[HN Gopher] 100Gbps RF Sample Offload for RFSoC Using GNU Radio ...
___________________________________________________________________
100Gbps RF Sample Offload for RFSoC Using GNU Radio and PYNQ
Author : teleforce
Score : 42 points
Date : 2023-12-07 12:18 UTC (10 hours ago)
(HTM) web link (strathprints.strath.ac.uk)
(TXT) w3m dump (strathprints.strath.ac.uk)
| gumballindie wrote:
| > utilising a GPU acceleration
|
| GPUs are incredibly versatile. As CPUs struggle to add more cores
| instead we should shift software as much as possible on to the
| GPU and use the CPU as a coprocessor.
|
| At least the GPU should be given direct access to storage.
|
| Perhaps GPUs should come with 1-2 NVMe slots and upgradeable
| VRAM.
| 1oooqooq wrote:
| in this case the GPU is just to cheapen development/enable
| prototyping.
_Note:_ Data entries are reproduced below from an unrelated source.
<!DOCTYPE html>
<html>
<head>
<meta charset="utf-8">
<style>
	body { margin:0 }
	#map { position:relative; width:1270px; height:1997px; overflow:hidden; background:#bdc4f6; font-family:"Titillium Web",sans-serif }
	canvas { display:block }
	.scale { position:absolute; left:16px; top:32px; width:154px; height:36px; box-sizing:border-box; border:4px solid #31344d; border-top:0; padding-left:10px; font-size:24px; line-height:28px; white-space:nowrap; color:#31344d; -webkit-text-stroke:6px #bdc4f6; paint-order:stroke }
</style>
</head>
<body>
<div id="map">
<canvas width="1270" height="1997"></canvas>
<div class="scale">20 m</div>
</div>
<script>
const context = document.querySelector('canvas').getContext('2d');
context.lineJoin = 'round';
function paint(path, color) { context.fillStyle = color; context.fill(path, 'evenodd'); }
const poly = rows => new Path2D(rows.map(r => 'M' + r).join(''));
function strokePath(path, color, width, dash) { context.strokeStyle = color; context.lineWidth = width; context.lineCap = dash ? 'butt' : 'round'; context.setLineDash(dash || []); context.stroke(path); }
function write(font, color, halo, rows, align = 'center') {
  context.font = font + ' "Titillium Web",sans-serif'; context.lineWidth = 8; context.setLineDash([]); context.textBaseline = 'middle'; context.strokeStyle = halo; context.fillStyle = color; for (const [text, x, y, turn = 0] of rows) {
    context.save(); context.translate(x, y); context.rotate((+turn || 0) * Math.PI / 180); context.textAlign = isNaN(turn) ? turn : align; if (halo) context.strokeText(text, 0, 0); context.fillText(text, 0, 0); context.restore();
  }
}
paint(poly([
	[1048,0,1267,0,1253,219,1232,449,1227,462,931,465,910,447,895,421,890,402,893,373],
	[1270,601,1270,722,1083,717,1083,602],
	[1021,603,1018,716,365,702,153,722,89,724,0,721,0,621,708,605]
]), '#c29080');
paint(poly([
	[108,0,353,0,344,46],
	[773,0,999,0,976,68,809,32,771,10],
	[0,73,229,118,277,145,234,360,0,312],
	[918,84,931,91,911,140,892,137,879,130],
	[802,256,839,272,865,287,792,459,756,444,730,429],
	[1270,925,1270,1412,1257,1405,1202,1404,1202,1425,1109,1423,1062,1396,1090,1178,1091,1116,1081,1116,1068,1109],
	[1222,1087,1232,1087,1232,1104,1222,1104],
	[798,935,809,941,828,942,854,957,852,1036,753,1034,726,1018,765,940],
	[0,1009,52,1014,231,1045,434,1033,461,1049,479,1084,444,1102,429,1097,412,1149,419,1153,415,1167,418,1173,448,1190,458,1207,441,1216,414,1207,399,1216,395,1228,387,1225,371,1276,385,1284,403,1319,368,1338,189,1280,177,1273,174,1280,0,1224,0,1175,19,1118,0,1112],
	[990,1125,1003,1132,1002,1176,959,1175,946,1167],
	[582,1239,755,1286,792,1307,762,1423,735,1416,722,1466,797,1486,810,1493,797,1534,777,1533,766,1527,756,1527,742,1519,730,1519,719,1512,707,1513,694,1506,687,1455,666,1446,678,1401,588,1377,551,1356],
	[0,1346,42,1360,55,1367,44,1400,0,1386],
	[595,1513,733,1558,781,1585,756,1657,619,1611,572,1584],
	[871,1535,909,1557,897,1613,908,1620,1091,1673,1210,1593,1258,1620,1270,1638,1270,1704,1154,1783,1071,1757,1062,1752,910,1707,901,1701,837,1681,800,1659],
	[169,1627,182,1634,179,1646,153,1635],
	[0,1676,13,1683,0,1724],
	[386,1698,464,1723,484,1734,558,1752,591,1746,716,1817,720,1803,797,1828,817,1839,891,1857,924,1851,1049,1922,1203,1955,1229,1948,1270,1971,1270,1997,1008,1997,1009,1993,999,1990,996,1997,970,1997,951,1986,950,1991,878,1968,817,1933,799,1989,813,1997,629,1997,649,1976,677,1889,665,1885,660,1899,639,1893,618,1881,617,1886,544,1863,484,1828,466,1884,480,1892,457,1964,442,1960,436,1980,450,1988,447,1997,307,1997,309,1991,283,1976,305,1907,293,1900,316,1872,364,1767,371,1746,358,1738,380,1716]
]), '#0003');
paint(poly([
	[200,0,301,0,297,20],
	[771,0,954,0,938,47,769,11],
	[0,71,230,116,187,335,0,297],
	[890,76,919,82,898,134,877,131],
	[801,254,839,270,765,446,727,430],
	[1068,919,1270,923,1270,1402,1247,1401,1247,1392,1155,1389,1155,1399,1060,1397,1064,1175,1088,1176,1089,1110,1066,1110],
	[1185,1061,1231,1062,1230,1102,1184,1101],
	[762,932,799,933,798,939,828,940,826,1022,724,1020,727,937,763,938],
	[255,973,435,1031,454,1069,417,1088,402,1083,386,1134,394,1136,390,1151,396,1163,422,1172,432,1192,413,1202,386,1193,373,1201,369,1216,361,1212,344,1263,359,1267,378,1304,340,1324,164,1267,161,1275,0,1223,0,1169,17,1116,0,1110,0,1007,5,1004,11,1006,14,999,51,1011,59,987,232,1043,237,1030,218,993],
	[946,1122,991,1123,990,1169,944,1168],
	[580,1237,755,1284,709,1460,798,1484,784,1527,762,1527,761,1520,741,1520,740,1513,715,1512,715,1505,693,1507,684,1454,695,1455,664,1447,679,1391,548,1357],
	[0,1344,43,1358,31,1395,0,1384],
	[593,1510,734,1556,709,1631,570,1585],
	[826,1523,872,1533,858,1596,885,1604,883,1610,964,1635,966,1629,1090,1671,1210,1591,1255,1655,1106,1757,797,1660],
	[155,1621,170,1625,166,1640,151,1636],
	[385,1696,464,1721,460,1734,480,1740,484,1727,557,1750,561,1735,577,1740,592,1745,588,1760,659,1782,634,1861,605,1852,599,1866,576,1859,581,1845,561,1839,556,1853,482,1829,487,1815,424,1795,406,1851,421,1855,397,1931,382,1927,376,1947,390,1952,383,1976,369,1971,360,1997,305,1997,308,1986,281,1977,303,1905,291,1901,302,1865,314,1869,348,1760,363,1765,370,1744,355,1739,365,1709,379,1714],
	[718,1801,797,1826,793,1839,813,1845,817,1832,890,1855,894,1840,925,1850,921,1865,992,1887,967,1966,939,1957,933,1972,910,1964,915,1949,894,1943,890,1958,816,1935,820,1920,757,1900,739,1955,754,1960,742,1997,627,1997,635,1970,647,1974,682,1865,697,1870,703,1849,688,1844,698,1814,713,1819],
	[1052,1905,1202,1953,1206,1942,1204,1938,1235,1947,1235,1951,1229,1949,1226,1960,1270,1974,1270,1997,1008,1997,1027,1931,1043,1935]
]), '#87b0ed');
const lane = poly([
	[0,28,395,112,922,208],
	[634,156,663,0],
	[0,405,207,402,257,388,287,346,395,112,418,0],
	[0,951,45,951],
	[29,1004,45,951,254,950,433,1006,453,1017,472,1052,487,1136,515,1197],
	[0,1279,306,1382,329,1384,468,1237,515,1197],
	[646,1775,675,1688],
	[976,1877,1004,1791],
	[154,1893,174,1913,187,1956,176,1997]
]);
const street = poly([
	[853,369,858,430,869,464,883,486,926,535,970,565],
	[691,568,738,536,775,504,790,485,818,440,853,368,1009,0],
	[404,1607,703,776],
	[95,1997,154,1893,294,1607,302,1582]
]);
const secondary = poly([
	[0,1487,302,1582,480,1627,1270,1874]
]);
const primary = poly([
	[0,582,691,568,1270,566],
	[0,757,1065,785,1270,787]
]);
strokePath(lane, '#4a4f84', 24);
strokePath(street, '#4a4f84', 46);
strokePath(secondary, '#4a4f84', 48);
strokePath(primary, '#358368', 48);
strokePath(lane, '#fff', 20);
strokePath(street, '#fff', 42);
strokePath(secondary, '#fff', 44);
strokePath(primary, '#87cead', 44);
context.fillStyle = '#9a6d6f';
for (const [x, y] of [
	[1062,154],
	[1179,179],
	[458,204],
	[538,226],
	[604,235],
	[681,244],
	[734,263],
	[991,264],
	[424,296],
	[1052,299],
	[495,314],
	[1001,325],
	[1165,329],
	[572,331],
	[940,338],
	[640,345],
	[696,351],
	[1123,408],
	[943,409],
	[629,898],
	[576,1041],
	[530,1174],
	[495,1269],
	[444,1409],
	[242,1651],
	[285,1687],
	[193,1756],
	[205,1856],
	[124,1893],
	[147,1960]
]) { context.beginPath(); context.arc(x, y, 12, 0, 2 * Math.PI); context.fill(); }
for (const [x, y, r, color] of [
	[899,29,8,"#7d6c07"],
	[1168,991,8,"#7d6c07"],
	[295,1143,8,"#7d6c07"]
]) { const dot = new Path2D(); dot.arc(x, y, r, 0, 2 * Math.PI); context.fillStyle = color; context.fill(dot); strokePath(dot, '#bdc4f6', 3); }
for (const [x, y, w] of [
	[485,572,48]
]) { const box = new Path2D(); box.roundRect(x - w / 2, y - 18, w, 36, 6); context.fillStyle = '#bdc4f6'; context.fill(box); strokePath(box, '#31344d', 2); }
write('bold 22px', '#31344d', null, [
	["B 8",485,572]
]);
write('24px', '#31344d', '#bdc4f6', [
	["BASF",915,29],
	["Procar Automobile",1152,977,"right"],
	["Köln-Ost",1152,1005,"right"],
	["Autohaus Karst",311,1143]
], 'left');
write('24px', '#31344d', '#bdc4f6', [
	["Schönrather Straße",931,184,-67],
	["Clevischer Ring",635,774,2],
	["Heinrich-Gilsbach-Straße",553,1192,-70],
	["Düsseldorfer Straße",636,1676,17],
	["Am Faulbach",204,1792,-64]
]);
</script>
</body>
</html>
Nothing in the real world will use it instead of a
| fpga or custom silicon.
|
| also, LOL at nokia making bank on their overly finicky 200Gpbs
| SFP and these guys "wires? meh"
| KeplerBoy wrote:
| "Nothing in the real world will use it instead of a fpga or
| custom silicon."
|
| That's a bold claim and pretty wrong.
| MisterTea wrote:
| GPU's suck at general loads. Let the CPU worry about the boring
| general nonsense like data shuffling and just hand the GPU
| massively parallel workloads like graphics, computations and so
| on. Let it do what it does best and let DMA handle the rest.
| Horses for courses.
| gumballindie wrote:
| I am aware of their limitations. But I al wondering if
| there's a way to make GPU cores behave like a single unit, or
| larger units like cpu cores, when needed - somehow to process
| data in a sequence of instructions, when needed and in
| parallel when not. Just thinking out loud. As I am playing
| around with GPUs for various reasons I am simply amazed at
| how versatile they are.
|
| One fun hack I wanted to make was a database function that
| would let me update database record on the GPU. One could
| implement the function as a kernel and have it update tens of
| thousands of records in one go.
|
| The bottleneck is reading data from disk, to cpu / ram, to
| gpu.
|
| Instead of there was a way to read data directly from disk,
| all records could be loaded in VRAM at once and data updated.
|
| I think for a good number of use cases databases are prime
| candidates for parallel processing. Each record being
| processed by a kernel.
|
| For gaming a significant bottleneck is moving texture and
| mesh data between disks, cpus, and the gpu.
|
| Essentially, I think the main component of a PC could be the
| GPU while the CPU is there to execute block operations - if
| there is no way to "fuse" gpu cores as per my first
| paragraph.
|
| I just think there's a lot of performance left on the table
| otherwise.
|
| For ml inference at edge for instance all you need is a GPU
| with a network card and extremely fast storage. All of which
| are available but bottlenecked by the cpu.
| xxpor wrote:
| If you need to do parallel matrix math, yeah GPUs are great.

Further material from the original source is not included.